> [To do]
The data that follows must be transcribed in full and exactly, minus the pictures.

(Stored items)
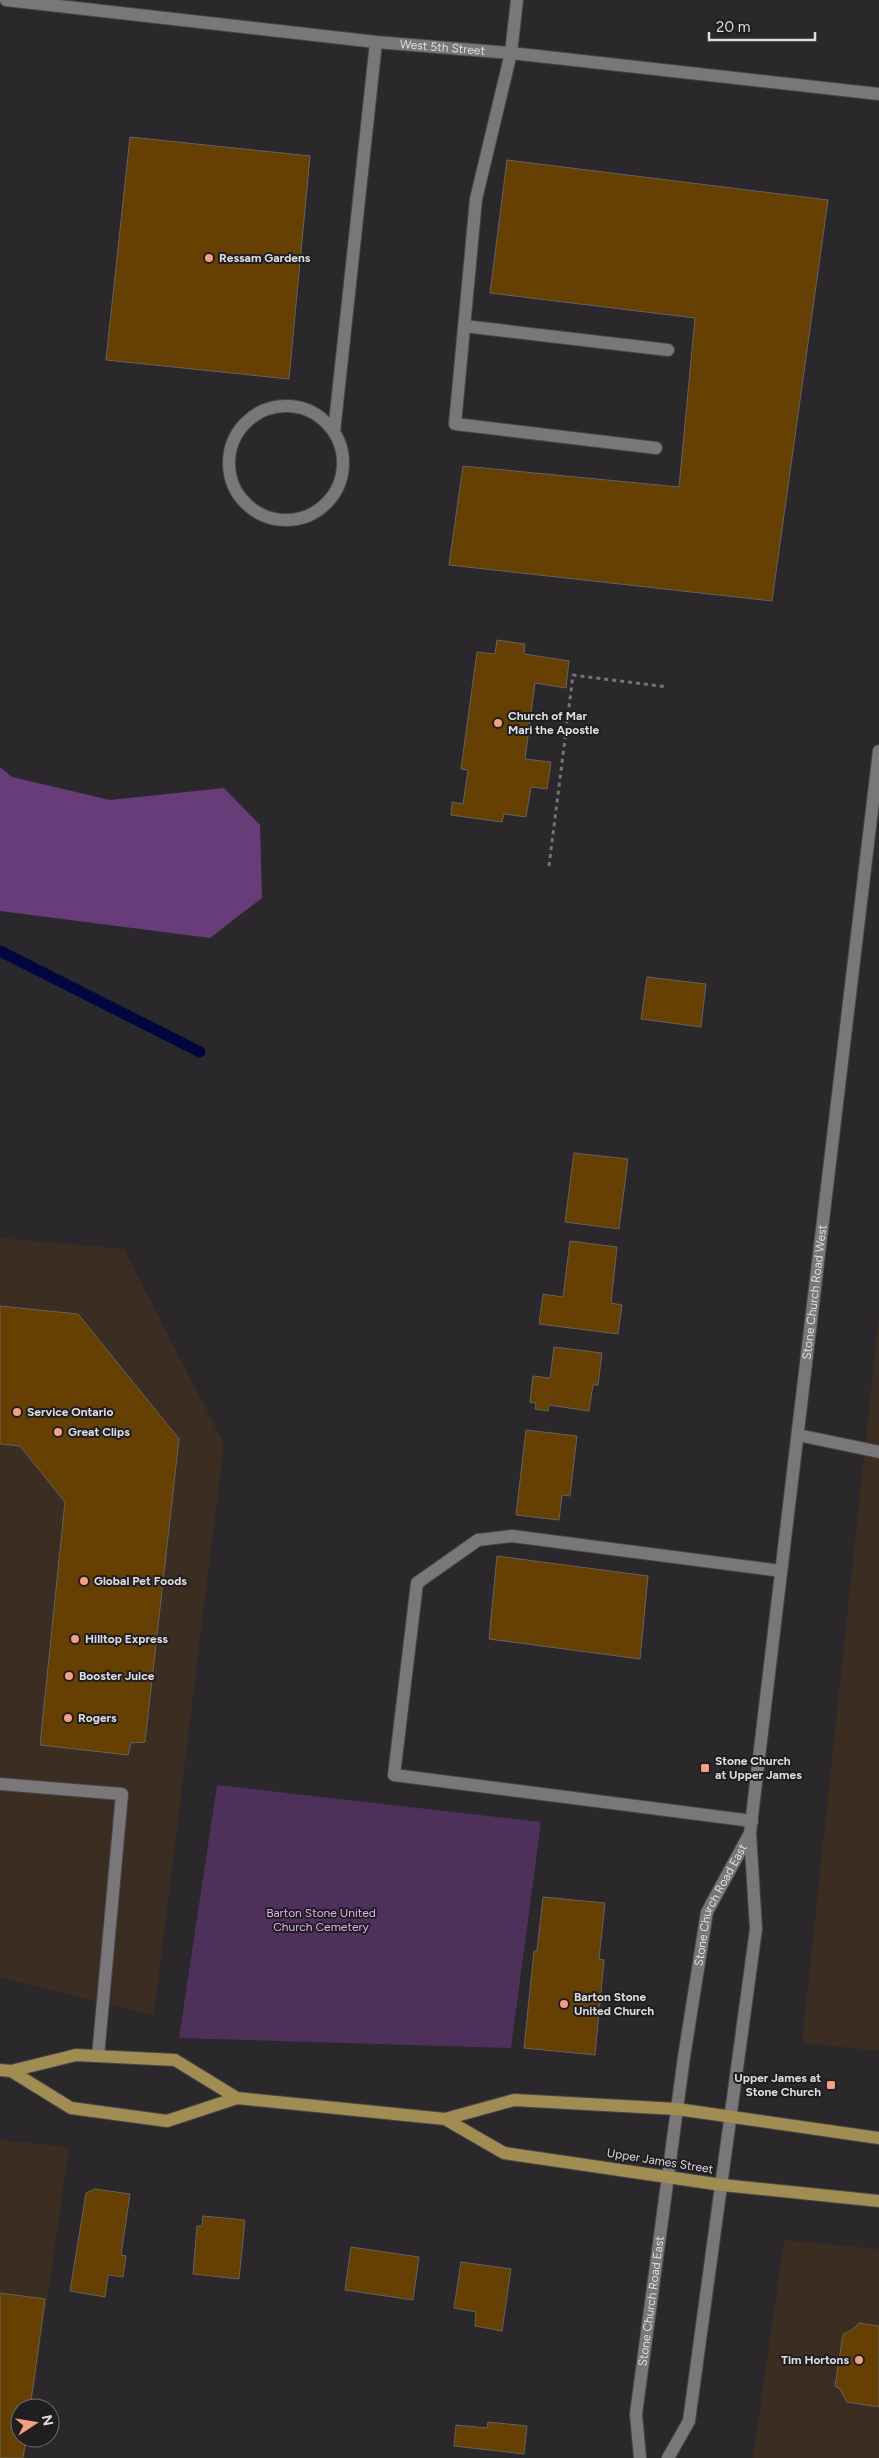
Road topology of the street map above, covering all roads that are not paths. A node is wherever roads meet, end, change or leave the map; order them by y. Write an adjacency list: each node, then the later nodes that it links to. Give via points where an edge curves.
1 (6, 0): 3 (main road, West 5th Street)
2 (517, 0): 4 (main road)
3 (376, 42): 4 (main road, West 5th Street); 8 (main road)
4 (511, 53): 5 (main road, West 5th Street); 6 (main road, via 476,199)
5 (879, 94)
6 (464, 326): 7 (main road); 9 (main road, via 455,424)
7 (668, 350)
8 (334, 432): 8 (main road, via 320,417 304,408 285,405 266,409 250,418 237,434 230,451 229,470 235,489 247,504 272,518 299,519 317,512 340,484 344,466 342,447)
9 (656, 448)
10 (879, 751): 11 (main road, Stone Church Road West)
11 (876, 797): 12 (main road, Stone Church Road West)
12 (798, 1435): 13 (main road); 14 (main road, Stone Church Road West)
13 (879, 1452)
14 (781, 1571): 16 (main road, Stone Church Road West); 16 (main road, via 512,1536 478,1540 417,1583 394,1775)
15 (0, 1784): 17 (main road, via 122,1794)
16 (751, 1827): 20 (main road, Stone Church Road East, via 707,1912); 21 (main road, Stone Church Road East, via 756,1928)
17 (98, 2056): 18 (main road, Upper James Street, via 76,2055); 19 (main road, Upper James Street, via 175,2060)
18 (6, 2071): 19 (main road, Upper James Street, via 71,2108 167,2121)
19 (237, 2098): 22 (main road, Upper James Street)
20 (677, 2110): 21 (main road, Upper James Street); 22 (main road, Upper James Street, via 514,2100); 24 (main road, Stone Church Road East)
21 (731, 2116): 23 (main road, Upper James Street); 25 (main road, Stone Church Road East)
22 (445, 2119): 24 (main road, Upper James Street, via 504,2153)
23 (879, 2138)
24 (668, 2176): 25 (main road, Upper James Street); 27 (main road, Stone Church Road East, via 636,2414)
25 (722, 2185): 26 (main road, Upper James Street); 28 (main road, Stone Church Road East, via 689,2421)
26 (879, 2201)
27 (640, 2458)
28 (668, 2458)

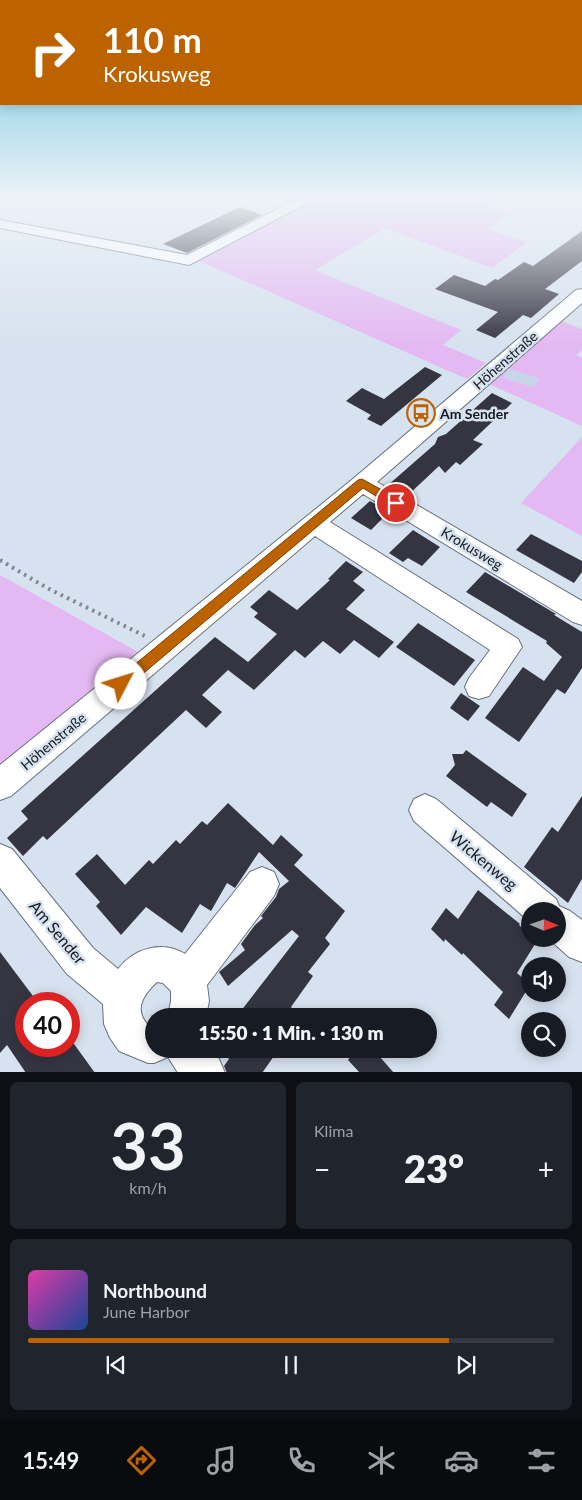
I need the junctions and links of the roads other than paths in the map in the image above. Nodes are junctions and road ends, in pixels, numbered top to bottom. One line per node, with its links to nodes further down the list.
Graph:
1 (121, 247): 2 (street)
2 (214, 247)
3 (582, 294): 4 (street, Höhenstraße)
4 (362, 483): 5 (street, Höhenstraße); 6 (street, Krokusweg)
5 (314, 523): 7 (street); 8 (street, Höhenstraße)
6 (582, 614)
7 (479, 687)
8 (0, 785)
9 (425, 810): 12 (street, Wickenweg)
10 (0, 861): 15 (street, Am Sender)
11 (262, 884): 16 (street)
12 (533, 902)
13 (566, 930): 14 (street)
14 (582, 944)
15 (123, 996): 16 (street); 17 (street)
16 (187, 999)
17 (145, 1043)
18 (192, 1058): 19 (street)
19 (205, 1072)

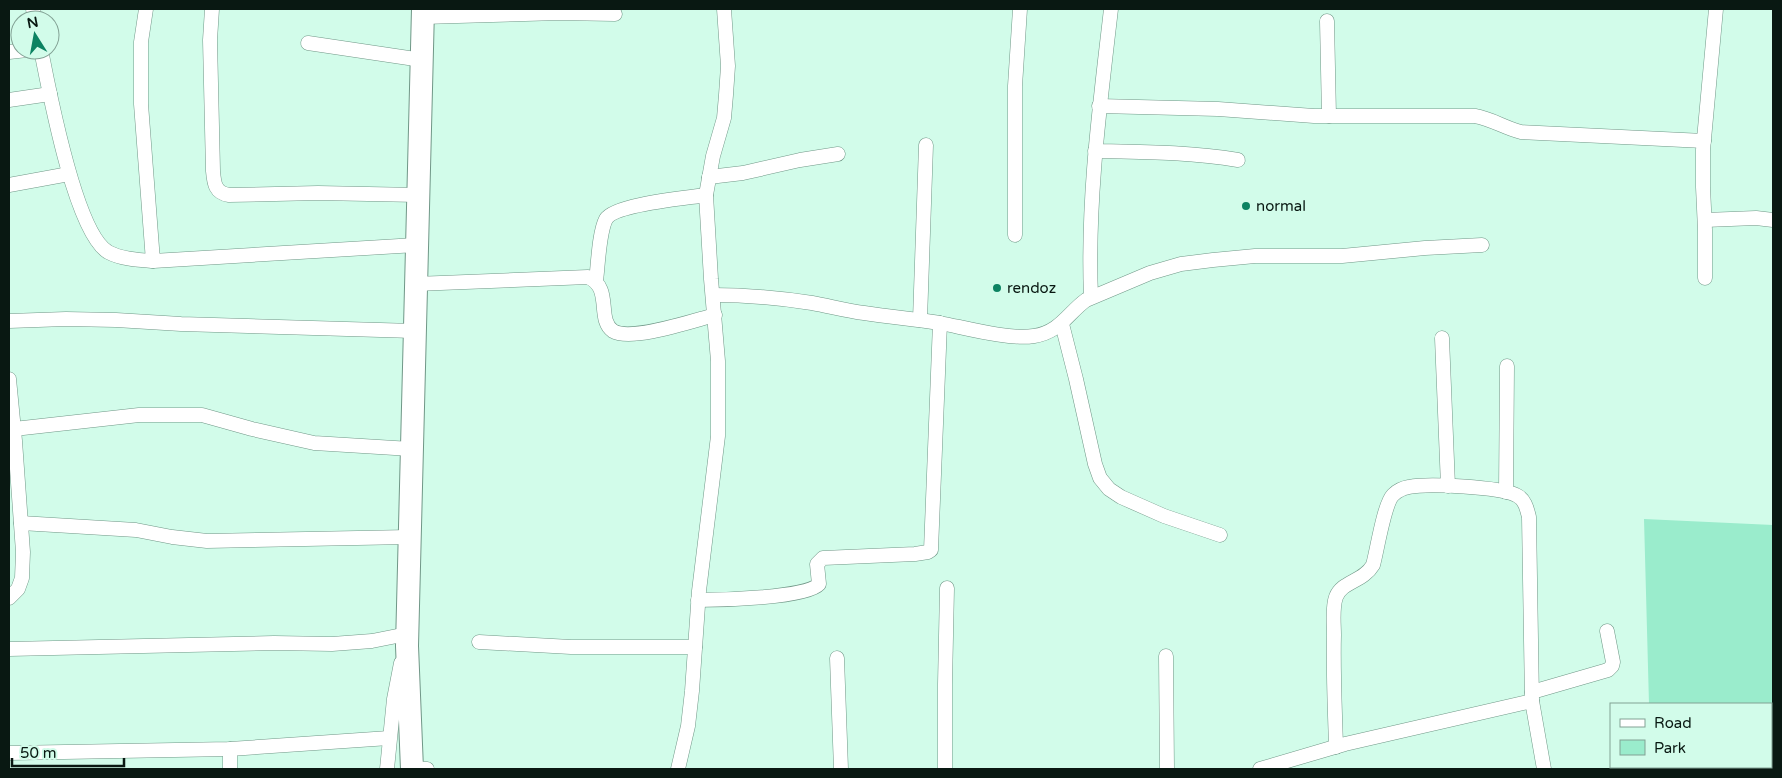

> [Answer section]
Road topology of the street map above, covering all roads that are not paths. A node is wherever roads meet, end, change or leave the map; order them by y. Write an adjacency list: each node, then the later nodes that it links to. Give via points where an edge curves.
1 (6, 0): 3 (main road, West 5th Street)
2 (517, 0): 4 (main road)
3 (376, 42): 4 (main road, West 5th Street); 8 (main road)
4 (511, 53): 5 (main road, West 5th Street); 6 (main road, via 476,199)
5 (879, 94)
6 (464, 326): 7 (main road); 9 (main road, via 455,424)
7 (668, 350)
8 (334, 432): 8 (main road, via 320,417 304,408 285,405 266,409 250,418 237,434 230,451 229,470 235,489 247,504 272,518 299,519 317,512 340,484 344,466 342,447)
9 (656, 448)
10 (879, 751): 11 (main road, Stone Church Road West)
11 (876, 797): 12 (main road, Stone Church Road West)
12 (798, 1435): 13 (main road); 14 (main road, Stone Church Road West)
13 (879, 1452)
14 (781, 1571): 16 (main road, Stone Church Road West); 16 (main road, via 512,1536 478,1540 417,1583 394,1775)
15 (0, 1784): 17 (main road, via 122,1794)
16 (751, 1827): 20 (main road, Stone Church Road East, via 707,1912); 21 (main road, Stone Church Road East, via 756,1928)
17 (98, 2056): 18 (main road, Upper James Street, via 76,2055); 19 (main road, Upper James Street, via 175,2060)
18 (6, 2071): 19 (main road, Upper James Street, via 71,2108 167,2121)
19 (237, 2098): 22 (main road, Upper James Street)
20 (677, 2110): 21 (main road, Upper James Street); 22 (main road, Upper James Street, via 514,2100); 24 (main road, Stone Church Road East)
21 (731, 2116): 23 (main road, Upper James Street); 25 (main road, Stone Church Road East)
22 (445, 2119): 24 (main road, Upper James Street, via 504,2153)
23 (879, 2138)
24 (668, 2176): 25 (main road, Upper James Street); 27 (main road, Stone Church Road East, via 636,2414)
25 (722, 2185): 26 (main road, Upper James Street); 28 (main road, Stone Church Road East, via 689,2421)
26 (879, 2201)
27 (640, 2458)
28 (668, 2458)

I need the junctions and links of the roads other than paths in the map in the image above. Nodes are junctions and road ends, in pixels, numbered top to bottom. One line per node, with its links to nodes further down the list.
Graph:
1 (121, 247): 2 (street)
2 (214, 247)
3 (582, 294): 4 (street, Höhenstraße)
4 (362, 483): 5 (street, Höhenstraße); 6 (street, Krokusweg)
5 (314, 523): 7 (street); 8 (street, Höhenstraße)
6 (582, 614)
7 (479, 687)
8 (0, 785)
9 (425, 810): 12 (street, Wickenweg)
10 (0, 861): 15 (street, Am Sender)
11 (262, 884): 16 (street)
12 (533, 902)
13 (566, 930): 14 (street)
14 (582, 944)
15 (123, 996): 16 (street); 17 (street)
16 (187, 999)
17 (145, 1043)
18 (192, 1058): 19 (street)
19 (205, 1072)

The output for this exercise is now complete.